Source records:
- Opening Delimiter -

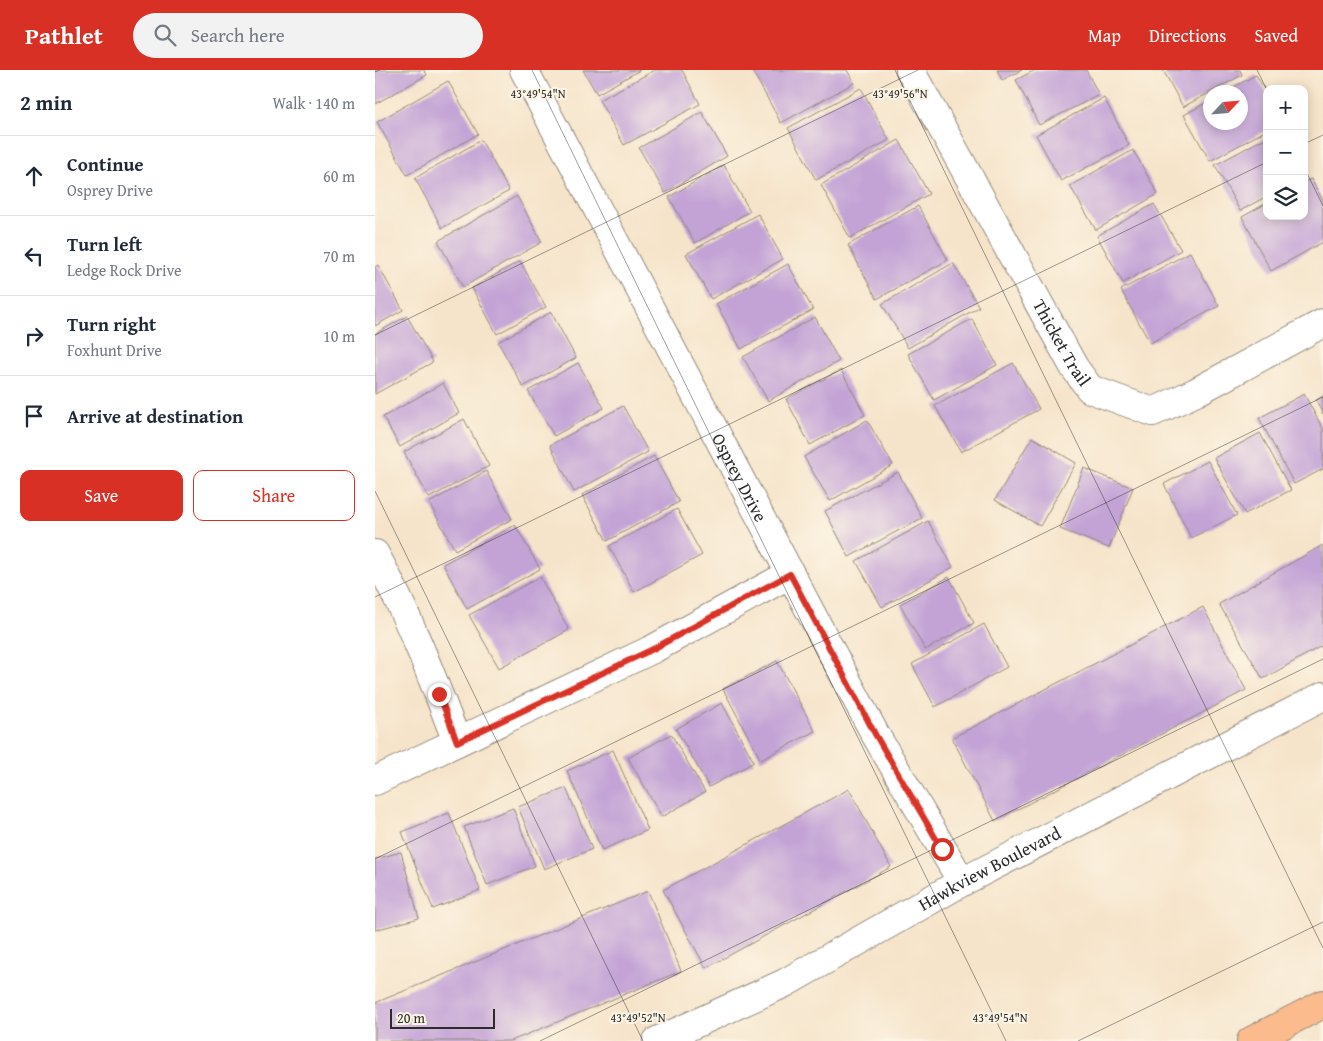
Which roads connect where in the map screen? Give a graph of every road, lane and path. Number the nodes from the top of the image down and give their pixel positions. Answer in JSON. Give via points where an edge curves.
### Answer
{"nodes":[{"id":1,"x":524,"y":70,"type":"edge"},
{"id":2,"x":910,"y":70,"type":"edge"},
{"id":3,"x":1323,"y":323,"type":"edge"},
{"id":4,"x":375,"y":554,"type":"edge"},
{"id":5,"x":790,"y":574,"type":"junction"},
{"id":6,"x":1323,"y":696,"type":"edge"},
{"id":7,"x":457,"y":742,"type":"junction"},
{"id":8,"x":375,"y":781,"type":"edge"},
{"id":9,"x":962,"y":882,"type":"junction"},
{"id":10,"x":1323,"y":1004,"type":"edge"},
{"id":11,"x":657,"y":1041,"type":"edge"},
{"id":12,"x":1251,"y":1041,"type":"edge"}],
"edges":[{"from":1,"to":5,"type":"street","name":"Osprey Drive"},
{"from":2,"to":3,"type":"street","name":"Thicket Trail","via":[[1074,367],[1091,389],[1153,412]]},
{"from":4,"to":7,"type":"street","via":[[392,585]]},
{"from":5,"to":7,"type":"street","via":[[653,649]]},
{"from":5,"to":9,"type":"street","name":"Osprey Drive","via":[[875,734]]},
{"from":6,"to":9,"type":"street","name":"Hawkview Boulevard"},
{"from":7,"to":8,"type":"street"},
{"from":9,"to":11,"type":"street","name":"Hawkview Boulevard","via":[[785,983]]},
{"from":10,"to":12,"type":"highway"}]}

- Closing Delimiter -

§ **WHAT IS REQUIRED**
Set down the entries exactly as they appear, with every picture left out.

§ **REPLY**
Which roads connect where in the map screen? Give a graph of every road, lane and path. Number the nodes from the top of the image down and give their pixel positions. Answer in JSON. Give via points where an edge curves.
### Answer
{"nodes":[{"id":1,"x":524,"y":70,"type":"edge"},
{"id":2,"x":910,"y":70,"type":"edge"},
{"id":3,"x":1323,"y":323,"type":"edge"},
{"id":4,"x":375,"y":554,"type":"edge"},
{"id":5,"x":790,"y":574,"type":"junction"},
{"id":6,"x":1323,"y":696,"type":"edge"},
{"id":7,"x":457,"y":742,"type":"junction"},
{"id":8,"x":375,"y":781,"type":"edge"},
{"id":9,"x":962,"y":882,"type":"junction"},
{"id":10,"x":1323,"y":1004,"type":"edge"},
{"id":11,"x":657,"y":1041,"type":"edge"},
{"id":12,"x":1251,"y":1041,"type":"edge"}],
"edges":[{"from":1,"to":5,"type":"street","name":"Osprey Drive"},
{"from":2,"to":3,"type":"street","name":"Thicket Trail","via":[[1074,367],[1091,389],[1153,412]]},
{"from":4,"to":7,"type":"street","via":[[392,585]]},
{"from":5,"to":7,"type":"street","via":[[653,649]]},
{"from":5,"to":9,"type":"street","name":"Osprey Drive","via":[[875,734]]},
{"from":6,"to":9,"type":"street","name":"Hawkview Boulevard"},
{"from":7,"to":8,"type":"street"},
{"from":9,"to":11,"type":"street","name":"Hawkview Boulevard","via":[[785,983]]},
{"from":10,"to":12,"type":"highway"}]}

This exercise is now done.